It's Good to Want Marriage, Just Want Jesus More


Kim Kira     |     DEC 20, 2017     |     12 MIN READ


Singleness is meant to be a joyful blessing from God, but the holidays seem to tell us it is so more of a curse. Whether it is the loneliness of not having someone to celebrate with or hearing your relatives ask at family events, “So when are you going to settle down?” (as if you were purposefully avoiding marriage), the holidays can be outright painful. While we might start believing the answer is to find a significant other, the real solution is to see our singleness in light of the gospel.

We Were Made For Relationships

We must first start by reminding ourselves that it is natural to desire relationships. We were created in the image of our Triune God who is a community within Himself. In Genesis 1:26, he says, “Let us make man in OUR image, after OUR likeness” (emphasis added). God is a community and has wired us to live in community as well.

In fact, the only thing that was not “good” before the fall (when Eden was still paradise), was for man to be alone (Genesis 2:18). So even before the entrance of sin, we were created for relationships.

When A God Honoring Desire Becomes An Idolatrous Need

So if a desire for relationships is a good thing, why is our hope for marriage often so painful? It is because of the fall. It was then that sin entered the world and it ruined everything. No longer were relationships a God-glorifying hope held in submission to God. Instead, they supplanted him on the throne of our hearts. Relationships became an idol – something we feel we need for identity, contentment, happiness, and completion.

Marriage Is A Means, Not An End

But here is what we must appreciate – marriage was never meant to be an end in itself, but a means to understand Christ and the gospel better. In talking about marriage, Paul says in Ephesians 5:32, “This mystery is profound, and I am saying that it refers to Christ and the church.” He is teaching that marriage is a reflection of the union of Christ and his church.

Can you even wrap your head around that? Paul wasn’t saying, “Maybe marriage would be a good picture of Christ’s incredible union with his church.” He was saying that from the beginning of time, marriage was created to be an amazing illustration of what it means that we as a church (and as individuals) are in an intimate relationship with Christ.

Marriage is a reflection of the union of Christ and his church.

If you are single, you might be thinking, “This is supposed to make me feel better? One of God’s greatest pictures of the gospel, and I am missing out on it?” But the grace of this illustration is that it looks forward to the ultimate marriage of Christ and his people. In other words, marriage on earth is great, but it is nothing compared to the marriage to come. While you are single, you can’t simply look forward to an earthly marriage, but you must look beyond to the ultimate marriage of Christ and His church.

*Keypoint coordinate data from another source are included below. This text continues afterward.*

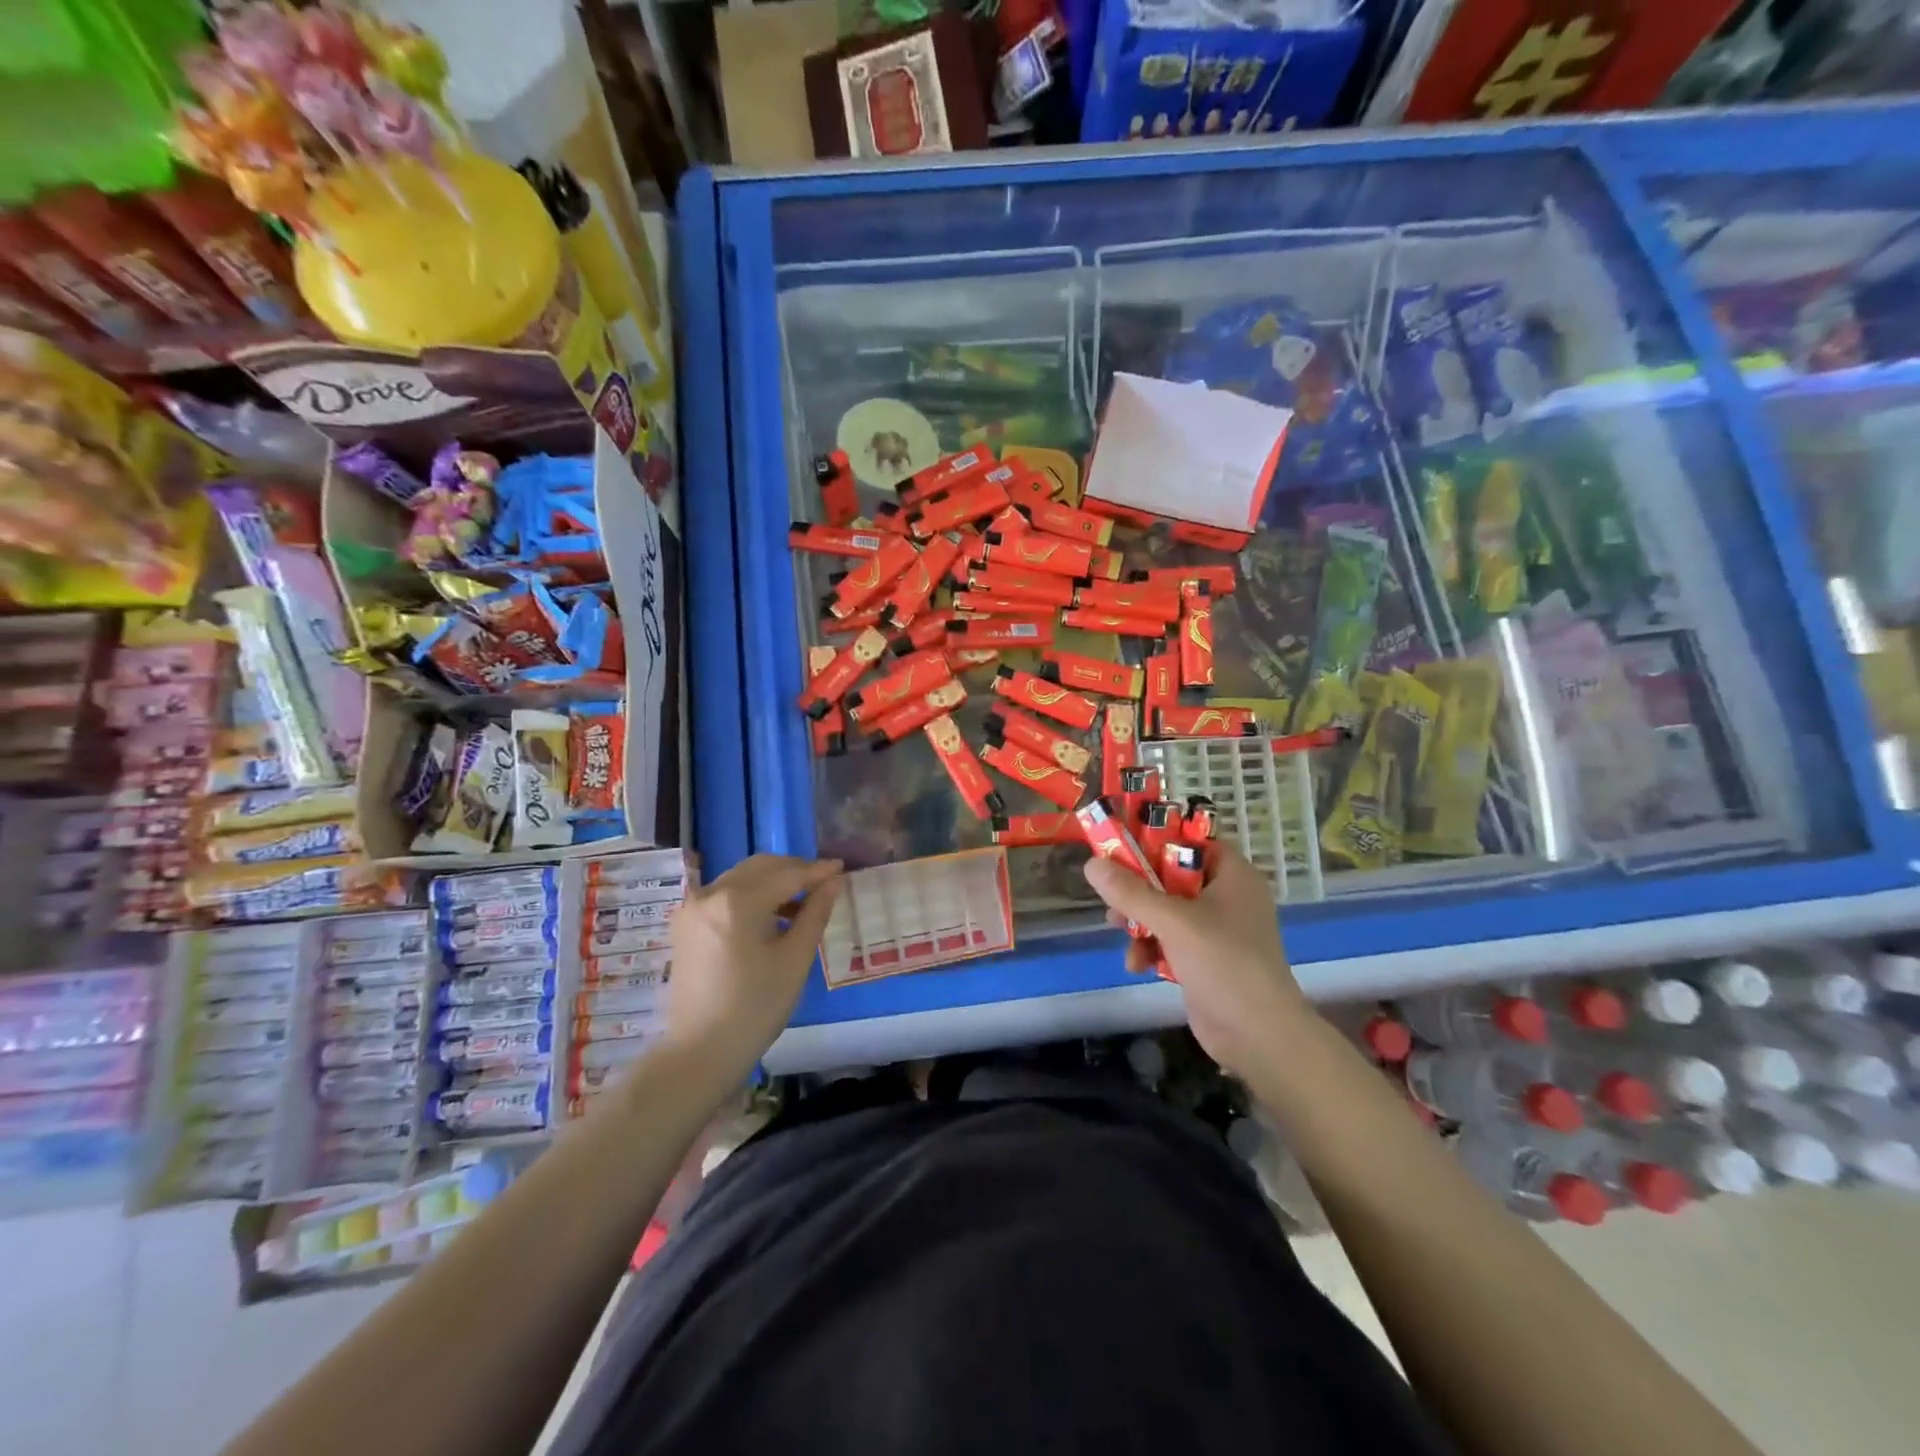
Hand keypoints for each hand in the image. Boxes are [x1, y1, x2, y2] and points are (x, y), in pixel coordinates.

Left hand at [664, 855, 843, 1085]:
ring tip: (802, 903)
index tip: (842, 868)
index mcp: (737, 901)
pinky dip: (751, 895)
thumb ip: (815, 913)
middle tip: (824, 883)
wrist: (701, 1052)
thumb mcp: (795, 959)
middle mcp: (710, 893)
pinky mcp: (686, 924)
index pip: (787, 874)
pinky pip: (725, 894)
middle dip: (794, 870)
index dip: (817, 871)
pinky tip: (771, 916)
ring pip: (741, 877)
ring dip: (773, 882)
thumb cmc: (756, 1007)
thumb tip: (834, 882)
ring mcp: (693, 908)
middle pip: (761, 867)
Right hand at [1082, 844, 1314, 1080]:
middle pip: (1172, 876)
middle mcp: (1227, 897)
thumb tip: (1091, 863)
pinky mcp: (1205, 959)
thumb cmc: (1224, 963)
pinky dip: (1152, 947)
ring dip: (1139, 920)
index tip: (1119, 845)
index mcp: (1232, 875)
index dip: (1156, 839)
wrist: (1259, 1036)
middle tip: (1112, 893)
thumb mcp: (1173, 921)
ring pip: (1166, 909)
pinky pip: (1170, 940)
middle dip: (1138, 887)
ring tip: (1118, 929)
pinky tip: (1137, 964)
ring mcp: (1217, 930)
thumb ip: (1131, 892)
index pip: (1192, 841)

For every believer there awaits a marriage that is beyond anything we can possibly comprehend. For some of you, you will be single for the rest of your lives – but one day there will be a wedding celebration of which there is no comparison. On that day when “the holy city, new Jerusalem, coming down out of heaven from God, prepared as a bride adorned for her husband” (Revelation 21:2), you won’t wish you were married, because you and every believer will experience an incomparable marriage of unfathomable joy.

Wanting Jesus More

Christ is better and only in Him is true joy found.

The gospel not only reminds us of a greater marriage ahead, but also that on this side of eternity, our ultimate contentment can and must also be found in Jesus. Just as we won’t need earthly marriage in heaven because we have Christ, the same is true right now. This is because the things we so often seek in relationships —security, identity, and joy — we were meant to find in Jesus. You were made for Jesus more than you were ever made for earthly marriage, and in him (and only in him), can you find true contentment.

If you are the person who thinks marriage will cure your discontentment, realize this – you will become discontent in your marriage as well because your discontentment says less about your relationship with another person and more about your relationship with Christ.

Christ is better and only in Him is true joy found. As Paul says, “I consider all things loss compared to the surpassing value of knowing Christ Jesus my Lord” (Philippians 3:8). This Christmas you may not have someone to celebrate with, but you have Someone to celebrate.

If you are single, it is a good thing to desire marriage, but remember and pray through these key truths:

  • Don’t let a God-honoring desire become an idolatrous need. Your great need is Christ and through the gospel, you have him.
  • As much as you look forward to marriage, take time to often look past earthly marriage to the ultimate marriage in heaven. Your hope should not be in a husband or wife, but in Christ the Lord of our lives and groom to the church.
  • Lastly, honor Christ and prepare for a possible earthly marriage by finding your contentment in Christ now. You can find your joy in Christ, and to honor Him, you must.

All that to say, it’s good to want marriage, just want Jesus more.

Kim Kira is the primary preaching elder at Lighthouse Community Church in Torrance, California. His ministry is driven by a deep desire to encourage people with the transformative power of the Gospel, the Good News that offers not only entrance into heaven but powerful and practical hope for change in everyday life. Kim holds a M.Div. from The Master’s Seminary and a M.A. Biblical Counseling from The Master’s University.